— Exercise objective —
Nothing outside the range below should be printed. Output exactly the lines from the line with "italic ? SkFontStyle::kItalic_Slant" to the line with "auto write = [&](const", both included.
= Beginning of Section =
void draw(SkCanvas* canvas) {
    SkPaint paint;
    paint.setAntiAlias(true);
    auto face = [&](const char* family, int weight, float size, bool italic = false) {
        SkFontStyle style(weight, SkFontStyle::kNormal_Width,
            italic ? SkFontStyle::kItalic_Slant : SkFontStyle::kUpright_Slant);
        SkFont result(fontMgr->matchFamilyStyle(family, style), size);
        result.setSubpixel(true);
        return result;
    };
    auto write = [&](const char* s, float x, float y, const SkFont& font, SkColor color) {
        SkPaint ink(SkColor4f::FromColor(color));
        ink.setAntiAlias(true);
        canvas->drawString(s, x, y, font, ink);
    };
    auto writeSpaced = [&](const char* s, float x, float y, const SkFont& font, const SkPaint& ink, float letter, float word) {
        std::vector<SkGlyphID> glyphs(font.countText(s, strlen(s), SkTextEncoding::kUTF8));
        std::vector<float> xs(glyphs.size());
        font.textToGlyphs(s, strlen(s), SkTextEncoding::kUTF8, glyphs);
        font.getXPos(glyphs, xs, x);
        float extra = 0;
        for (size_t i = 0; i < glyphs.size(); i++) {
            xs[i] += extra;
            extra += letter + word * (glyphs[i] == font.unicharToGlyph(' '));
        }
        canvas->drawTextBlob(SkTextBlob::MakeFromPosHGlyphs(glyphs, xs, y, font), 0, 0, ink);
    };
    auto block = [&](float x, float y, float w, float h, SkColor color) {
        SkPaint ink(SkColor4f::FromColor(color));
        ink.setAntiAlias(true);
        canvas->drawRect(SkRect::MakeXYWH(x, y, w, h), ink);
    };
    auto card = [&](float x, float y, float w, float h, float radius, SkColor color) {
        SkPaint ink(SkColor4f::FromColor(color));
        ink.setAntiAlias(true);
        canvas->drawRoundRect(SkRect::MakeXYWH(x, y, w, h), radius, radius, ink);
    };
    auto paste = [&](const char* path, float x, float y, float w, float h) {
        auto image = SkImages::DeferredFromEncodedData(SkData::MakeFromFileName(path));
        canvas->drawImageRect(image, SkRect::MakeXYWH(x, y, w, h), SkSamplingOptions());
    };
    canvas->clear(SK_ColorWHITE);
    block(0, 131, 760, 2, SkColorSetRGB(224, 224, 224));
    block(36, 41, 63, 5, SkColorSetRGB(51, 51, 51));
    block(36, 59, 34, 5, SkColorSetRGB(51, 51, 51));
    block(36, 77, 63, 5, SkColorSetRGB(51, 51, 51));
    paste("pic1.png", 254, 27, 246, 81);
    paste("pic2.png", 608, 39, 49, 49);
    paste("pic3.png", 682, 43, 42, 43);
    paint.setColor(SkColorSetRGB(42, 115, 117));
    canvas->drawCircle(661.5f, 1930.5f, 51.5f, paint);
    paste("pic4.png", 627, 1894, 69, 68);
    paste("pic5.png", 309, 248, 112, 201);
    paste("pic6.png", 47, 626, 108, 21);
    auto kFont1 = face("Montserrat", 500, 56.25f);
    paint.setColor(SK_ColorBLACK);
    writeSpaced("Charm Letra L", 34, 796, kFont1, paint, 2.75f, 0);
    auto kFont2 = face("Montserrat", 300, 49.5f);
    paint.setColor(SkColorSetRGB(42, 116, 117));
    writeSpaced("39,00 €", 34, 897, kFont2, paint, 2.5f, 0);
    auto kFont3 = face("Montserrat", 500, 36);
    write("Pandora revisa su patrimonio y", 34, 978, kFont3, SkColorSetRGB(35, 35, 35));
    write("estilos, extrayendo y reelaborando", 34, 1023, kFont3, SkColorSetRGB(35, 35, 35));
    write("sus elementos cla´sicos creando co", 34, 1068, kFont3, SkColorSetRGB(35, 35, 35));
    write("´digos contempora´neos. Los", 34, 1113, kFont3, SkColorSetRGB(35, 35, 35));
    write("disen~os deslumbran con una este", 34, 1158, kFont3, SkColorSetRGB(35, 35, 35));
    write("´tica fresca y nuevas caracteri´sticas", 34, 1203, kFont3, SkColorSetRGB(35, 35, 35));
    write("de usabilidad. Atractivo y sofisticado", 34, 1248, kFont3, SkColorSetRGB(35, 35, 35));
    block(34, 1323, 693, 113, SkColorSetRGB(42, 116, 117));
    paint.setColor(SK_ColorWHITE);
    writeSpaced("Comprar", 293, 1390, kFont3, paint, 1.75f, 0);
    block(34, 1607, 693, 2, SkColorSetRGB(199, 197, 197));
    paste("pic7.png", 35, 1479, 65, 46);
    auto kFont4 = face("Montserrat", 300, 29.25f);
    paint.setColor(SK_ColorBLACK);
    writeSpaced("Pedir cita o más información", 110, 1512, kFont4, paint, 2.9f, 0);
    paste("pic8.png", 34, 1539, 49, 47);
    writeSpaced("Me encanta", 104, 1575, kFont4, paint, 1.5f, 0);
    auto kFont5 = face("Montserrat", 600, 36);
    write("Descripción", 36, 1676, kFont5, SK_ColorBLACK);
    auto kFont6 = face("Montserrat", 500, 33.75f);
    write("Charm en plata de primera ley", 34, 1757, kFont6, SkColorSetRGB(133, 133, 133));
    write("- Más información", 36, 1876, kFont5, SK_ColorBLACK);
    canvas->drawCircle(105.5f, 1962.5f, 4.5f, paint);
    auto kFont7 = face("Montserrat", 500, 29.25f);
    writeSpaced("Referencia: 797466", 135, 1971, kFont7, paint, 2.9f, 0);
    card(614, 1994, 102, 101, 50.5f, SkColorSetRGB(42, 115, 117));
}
= End of Section =
— Exercise output —
            italic ? SkFontStyle::kItalic_Slant : SkFontStyle::kUpright_Slant);
        SkFont result(fontMgr->matchFamilyStyle(family, style), size);
        result.setSubpixel(true);
        return result;
    };
    auto write = [&](const char* s, float x, float y, const SkFont& font, SkColor color) {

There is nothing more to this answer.